I am fetching an SGML file and I extract data from it using uuDecoder and I create PDF out of it.
It is working fine since many years, but since last few months we are observing some of the PDF files are not able to load and it says "Failed to load PDF document" in chrome.
I have gone through this below question which has something similar to my case but it is in Python and I have it in c#
How can we figure out why certain uuencoded files are not decoding properly using Python?
Here is an example of a txt file that had an embedded uuencoded pdf that is having issue: https://www.sec.gov/Archives/edgar/data/1631661/000163166116000004/0001631661-16-000004.txt
My uuDecoder algorithm code is exact similar to this : http://blog.stevex.net/2004/04/c-classes-to-decode-yenc-and-uuencode-encoded-usenet-binaries/
I found out that it is throwing Index out of range exception in below code where it expects 61 characters in a line but some of the lines does not have exact 61 chacters:
public static byte[] uuDecode(string buffer)
{
// Create an output array
byte[] outBuffer = new byte[(buffer.Length-1)/4*3];
int outIdx = 0;
// Get the string as an array of ASCII bytes
byte[] asciiBytes = Encoding.ASCII.GetBytes(buffer);
for (int i=0; i<asciiBytes.Length; i++)
{
asciiBytes[i] = (byte)((asciiBytes[i]-0x20) & 0x3f);
}
// Convert each block of 4 input bytes into 3
// output bytes
for (int i = 1; i <= (asciiBytes.Length-1); i += 4)
{
outBuffer[outIdx++] = (byte)(asciiBytes[i] << 2 | asciiBytes[i+1] >> 4);
outBuffer[outIdx++] = (byte)(asciiBytes[i+1] << 4 | asciiBytes[i+2] >> 2);
outBuffer[outIdx++] = (byte)(asciiBytes[i+2] << 6 | asciiBytes[i+3]);
}
return outBuffer;
}
Please note there is not anything related to "Index out of range" exception here so please dont redirect this to there.

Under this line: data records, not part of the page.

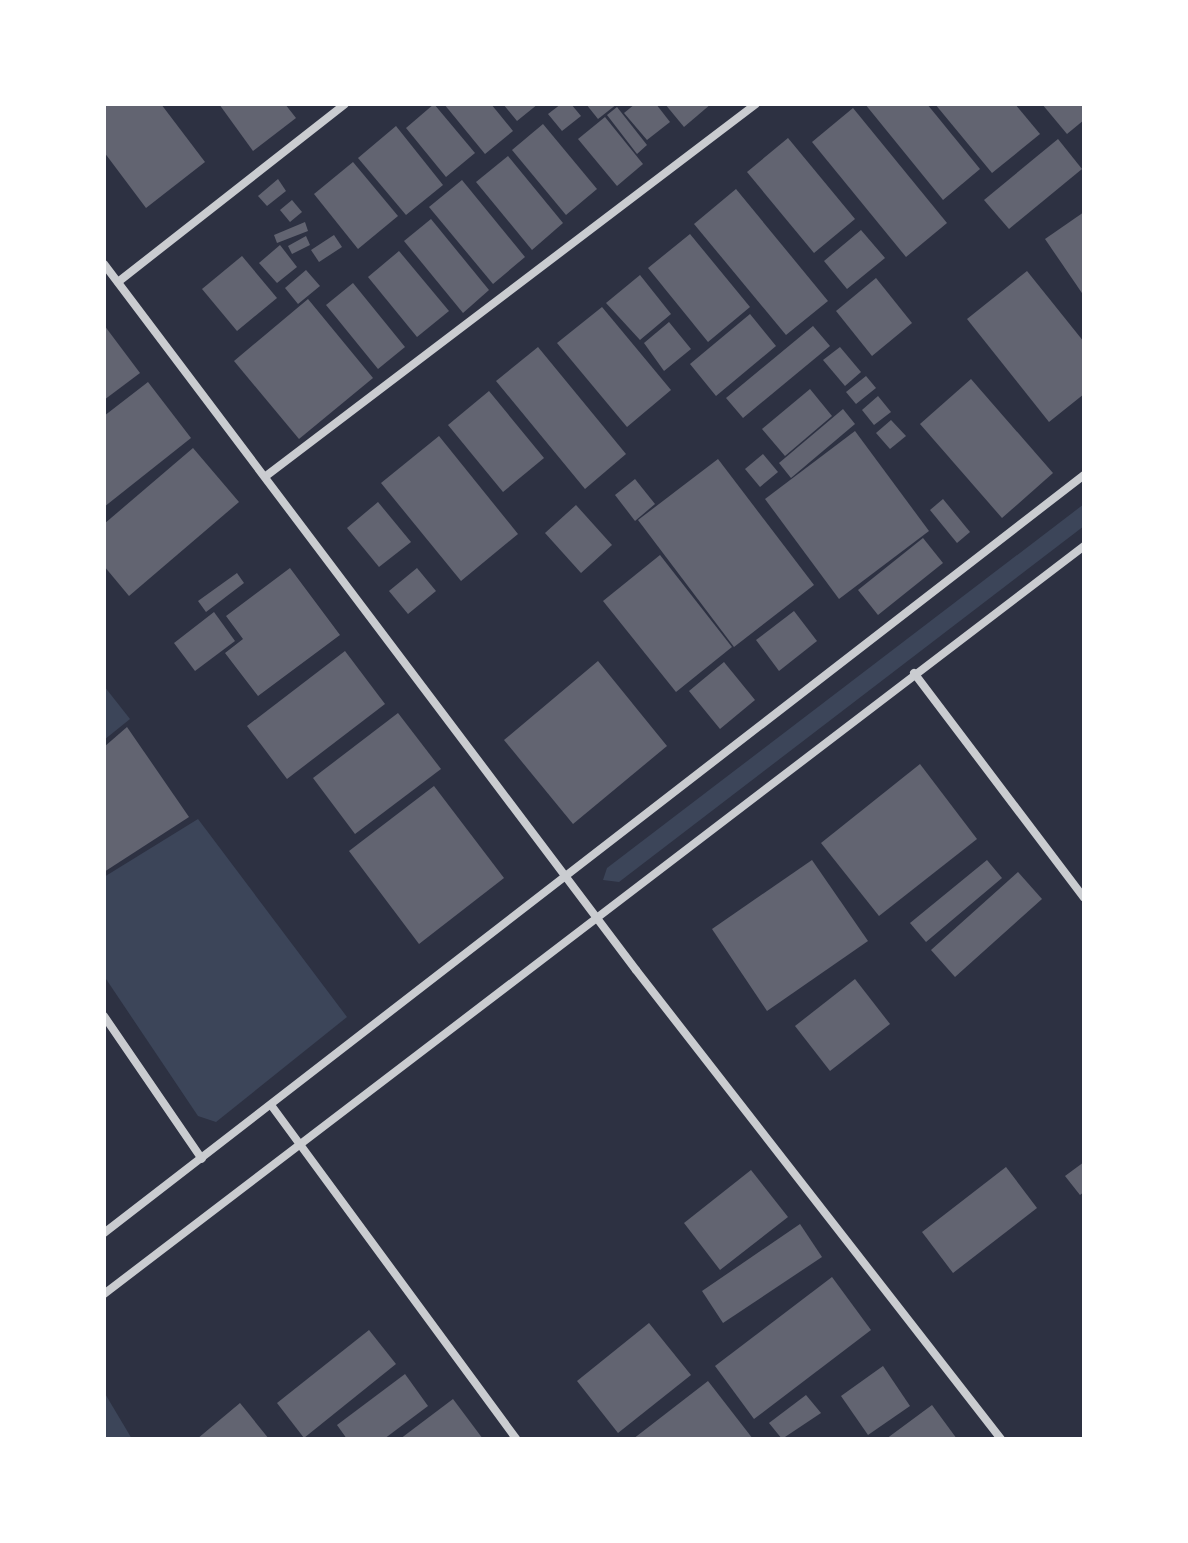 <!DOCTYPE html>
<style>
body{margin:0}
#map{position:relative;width:1188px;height:1543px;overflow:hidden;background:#2d3142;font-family:Montserrat,sans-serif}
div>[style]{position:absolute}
.green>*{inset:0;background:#3c4559}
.building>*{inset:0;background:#626471}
.minor>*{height:8px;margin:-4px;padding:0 4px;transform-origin:4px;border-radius:4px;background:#caccd0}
span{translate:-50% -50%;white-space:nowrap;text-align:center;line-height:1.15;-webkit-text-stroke:6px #fff;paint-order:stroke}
.frame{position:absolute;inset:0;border:106px solid #fff;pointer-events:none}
</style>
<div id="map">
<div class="green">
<div style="clip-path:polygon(1084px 504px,1084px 526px,619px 882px,603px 880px,607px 868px)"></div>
<div style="clip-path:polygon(104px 686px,130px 719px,104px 740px)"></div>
<div style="clip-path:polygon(198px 819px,347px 1017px,216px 1122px,198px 1116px,104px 976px,104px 877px)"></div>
<div style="clip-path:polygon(104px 1392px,132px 1439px,104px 1439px)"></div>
</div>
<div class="building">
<div style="clip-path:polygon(104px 104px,161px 104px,205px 162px,146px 208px,104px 152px)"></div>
<div style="clip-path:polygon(219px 104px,285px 104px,296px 118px,253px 151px)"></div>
<div style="clip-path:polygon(434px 104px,475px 153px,446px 177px,406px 128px)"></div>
<div style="clip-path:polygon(444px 104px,491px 104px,513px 131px,485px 154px)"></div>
<div style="clip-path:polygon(503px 104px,538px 104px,517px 121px)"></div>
<div style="clip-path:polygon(561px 104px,571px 104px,581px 116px,562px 131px,548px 114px)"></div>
<div style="clip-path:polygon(586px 104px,617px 104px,598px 119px)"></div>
<div style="clip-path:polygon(635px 104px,656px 104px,670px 122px,647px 140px,624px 113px)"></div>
<div style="clip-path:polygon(665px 104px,711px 104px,684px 127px)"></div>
<div style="clip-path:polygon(865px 104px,927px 104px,980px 169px,943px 200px)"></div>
<div style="clip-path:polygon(935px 104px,1015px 104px,1040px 134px,992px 173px)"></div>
<div style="clip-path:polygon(1042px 104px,1084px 104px,1084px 120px,1067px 134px)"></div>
<div style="clip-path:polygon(617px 107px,647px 145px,637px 154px,607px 115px)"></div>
<div style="clip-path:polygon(853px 108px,947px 223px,906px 257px,812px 142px)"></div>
<div style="clip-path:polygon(605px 117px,643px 164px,617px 186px,578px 139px)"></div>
<div style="clip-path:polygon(543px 124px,597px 189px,566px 215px,512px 150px)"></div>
<div style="clip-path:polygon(396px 126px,443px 185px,406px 215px,358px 158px)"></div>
<div style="clip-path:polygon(788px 138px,855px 219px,814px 253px,747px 172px)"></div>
<div style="clip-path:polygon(1058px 139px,1082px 169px,1009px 229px,984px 200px)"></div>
<div style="clip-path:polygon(508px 156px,563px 223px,532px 250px,476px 182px)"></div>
<div style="clip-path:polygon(353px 162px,398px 216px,358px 249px,314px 194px)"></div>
<div style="clip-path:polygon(278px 179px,286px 191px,267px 206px,258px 196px)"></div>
<div style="clip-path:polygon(462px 180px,525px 257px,493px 284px,429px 207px)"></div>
<div style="clip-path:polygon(736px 189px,828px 301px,786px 335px,694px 224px)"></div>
<div style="clip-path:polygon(292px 200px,302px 212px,290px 222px,280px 210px)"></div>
<div style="clip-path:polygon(1084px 212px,1084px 296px,1045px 239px)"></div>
<div style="clip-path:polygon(431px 219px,489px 290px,463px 313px,404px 241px)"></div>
<div style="clip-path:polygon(305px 222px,308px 231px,277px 243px,274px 235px)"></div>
<div style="clip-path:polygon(861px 230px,885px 258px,847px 289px,824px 261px)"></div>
<div style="clip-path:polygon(690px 234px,750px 307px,708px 342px,648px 268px)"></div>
<div style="clip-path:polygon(334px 235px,342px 247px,319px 262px,311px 250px)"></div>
<div style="clip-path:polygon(306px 236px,310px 245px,292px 254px,288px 246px)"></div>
<div style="clip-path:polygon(280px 245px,297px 267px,277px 283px,259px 263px)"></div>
<div style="clip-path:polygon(399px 251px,449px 311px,417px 337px,368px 277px)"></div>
<div style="clip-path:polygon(242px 256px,277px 298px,237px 331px,202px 289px)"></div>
<div style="clip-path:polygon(306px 270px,320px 286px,298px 304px,285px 288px)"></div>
<div style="clip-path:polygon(1027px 271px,1084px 342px,1084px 394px,1049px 422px,967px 319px)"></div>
<div style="clip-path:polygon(640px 275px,671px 314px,640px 340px,606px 303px)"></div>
<div style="clip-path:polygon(876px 278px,912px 323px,872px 356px,836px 311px)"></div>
<div style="clip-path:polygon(353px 283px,405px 347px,378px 369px,326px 305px)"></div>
<div style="clip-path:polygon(308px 299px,373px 378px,299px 439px,234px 361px)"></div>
<div style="clip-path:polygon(602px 307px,671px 390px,627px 427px,557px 343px)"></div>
<div style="clip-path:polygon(750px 314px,776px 346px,716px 396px,690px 364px)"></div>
<div style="clip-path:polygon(669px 322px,691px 349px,664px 371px,644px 343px)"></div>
<div style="clip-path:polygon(104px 325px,140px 373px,104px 400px)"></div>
<div style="clip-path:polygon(813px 326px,830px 346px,743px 418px,726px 398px)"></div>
<div style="clip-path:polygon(538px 347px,626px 454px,585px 489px,496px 381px)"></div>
<div style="clip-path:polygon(840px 347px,861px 372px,845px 386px,823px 360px)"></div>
<div style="clip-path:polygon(866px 376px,876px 388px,856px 404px,846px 392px)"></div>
<div style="clip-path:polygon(971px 379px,1053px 473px,1002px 518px,920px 424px)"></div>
<div style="clip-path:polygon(148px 382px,191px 438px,104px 507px,104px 416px)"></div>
<div style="clip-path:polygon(810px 389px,832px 416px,785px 456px,762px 429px)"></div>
<div style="clip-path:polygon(489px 391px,544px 458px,503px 492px,448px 425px)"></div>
<div style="clip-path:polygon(878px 396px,891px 412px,874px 425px,862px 410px)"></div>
<div style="clip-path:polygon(843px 409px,855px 424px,791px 478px,779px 463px)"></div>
<div style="clip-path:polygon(891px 420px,906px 436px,890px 449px,876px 433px)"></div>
<div style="clip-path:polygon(855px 431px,929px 531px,839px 599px,765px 499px)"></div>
<div style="clip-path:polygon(439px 436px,518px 534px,461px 581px,381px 483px)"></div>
<div style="clip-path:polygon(193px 448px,239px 502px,129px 596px,104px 566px,104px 524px)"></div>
<div style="clip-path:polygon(763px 454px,778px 472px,760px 487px,745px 469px)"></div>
<div style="clip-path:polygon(718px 459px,814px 585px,734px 647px,638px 520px)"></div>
<div style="clip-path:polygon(635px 479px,655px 504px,635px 521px,615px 495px)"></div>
<div style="clip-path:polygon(943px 499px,970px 532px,957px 543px,930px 510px)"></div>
<div style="clip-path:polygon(378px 502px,411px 542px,379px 567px,347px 528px)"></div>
<div style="clip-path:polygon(576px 505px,612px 545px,581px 573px,545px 533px)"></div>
<div style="clip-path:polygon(923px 538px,943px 563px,878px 615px,858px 590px)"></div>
<div style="clip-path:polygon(660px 555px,732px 647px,676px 692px,603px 601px)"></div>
<div style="clip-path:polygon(290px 568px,340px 635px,258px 696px,225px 653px,243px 639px,226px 616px)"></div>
<div style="clip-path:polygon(417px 568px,436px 591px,408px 614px,389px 591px)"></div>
<div style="clip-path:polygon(237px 573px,244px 583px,206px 612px,198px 601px)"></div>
<div style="clip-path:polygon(794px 611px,817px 641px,779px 671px,756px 640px)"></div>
<div style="clip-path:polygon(214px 612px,235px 641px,195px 671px,174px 643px)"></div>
<div style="clip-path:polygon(345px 651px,385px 704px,287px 779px,247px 726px)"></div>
<div style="clip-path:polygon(598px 661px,667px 746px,573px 824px,504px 740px)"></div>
<div style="clip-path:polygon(724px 662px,755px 700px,720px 729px,689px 691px)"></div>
<div style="clip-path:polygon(398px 713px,441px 769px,355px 834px,313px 778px)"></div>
<div style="clip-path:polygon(127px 727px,189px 817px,104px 872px,104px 747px)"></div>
<div style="clip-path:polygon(920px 764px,977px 839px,879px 916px,821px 843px)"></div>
<div style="clip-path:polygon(434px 786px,504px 878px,419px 944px,349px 851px)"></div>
<div style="clip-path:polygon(812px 860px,868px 941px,767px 1011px,712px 929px)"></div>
<div style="clip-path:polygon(987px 860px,1002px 878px,926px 942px,910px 923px)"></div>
<div style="clip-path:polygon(1018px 872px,1042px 899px,955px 977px,931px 950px)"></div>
<div style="clip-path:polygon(855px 979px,890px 1024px,830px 1071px,795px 1026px)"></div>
<div style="clip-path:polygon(1084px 1162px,1084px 1192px,1080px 1195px,1065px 1176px)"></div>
<div style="clip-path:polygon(1006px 1167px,1037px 1208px,953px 1273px,922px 1232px)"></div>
<div style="clip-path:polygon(751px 1170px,788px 1217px,720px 1270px,684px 1223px)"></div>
<div style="clip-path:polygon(800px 1224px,822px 1257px,723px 1323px,702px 1291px)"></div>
<div style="clip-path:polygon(832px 1277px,871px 1330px,754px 1419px,715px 1366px)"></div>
<div style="clip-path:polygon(649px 1323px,691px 1375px,618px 1433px,577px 1381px)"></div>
<div style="clip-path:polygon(369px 1330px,396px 1364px,304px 1438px,277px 1403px)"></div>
<div style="clip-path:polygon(883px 1366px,910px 1406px,868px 1435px,841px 1396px)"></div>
<div style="clip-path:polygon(405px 1374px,428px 1406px,384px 1439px,347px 1439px,337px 1425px)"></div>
<div style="clip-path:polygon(708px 1381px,753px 1439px,633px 1439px)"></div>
<div style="clip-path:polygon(806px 1395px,821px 1413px,782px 1439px,769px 1423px)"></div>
<div style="clip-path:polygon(453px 1399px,483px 1439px,400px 1439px)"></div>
<div style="clip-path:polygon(240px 1403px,269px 1439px,197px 1439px)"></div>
<div style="clip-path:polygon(932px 1405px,957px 1439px,886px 1439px)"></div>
</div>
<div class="minor">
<div style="left:104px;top:264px;width:884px;rotate:53deg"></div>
<div style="left:636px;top:970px;width:594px;rotate:52.11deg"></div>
<div style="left:118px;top:282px;width:288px;rotate:-38.1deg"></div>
<div style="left:266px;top:476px;width:615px;rotate:-37.21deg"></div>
<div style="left:914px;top:673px;width:282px;rotate:52.9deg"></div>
<div style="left:104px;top:1016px;width:173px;rotate:55.6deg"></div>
<div style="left:271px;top:1105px;width:414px;rotate:53.7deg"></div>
<div style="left:104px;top:1233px;width:1239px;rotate:-37.72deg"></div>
<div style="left:104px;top:1294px;width:1233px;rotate:-37.35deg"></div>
</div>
<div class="frame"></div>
</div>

I tried to fill missing characters with blank space as below:
if (line.Length < 61) ////Making sure length is 61 characters
{
var builder = new StringBuilder();
builder.Append(line);
var missing = 61 - line.Length;
for (int i = 0; i < missing; i++)
{
builder.Append(" ");
}
line = builder.ToString();
}
Can someone please help me to get why this is not working for few PDF document?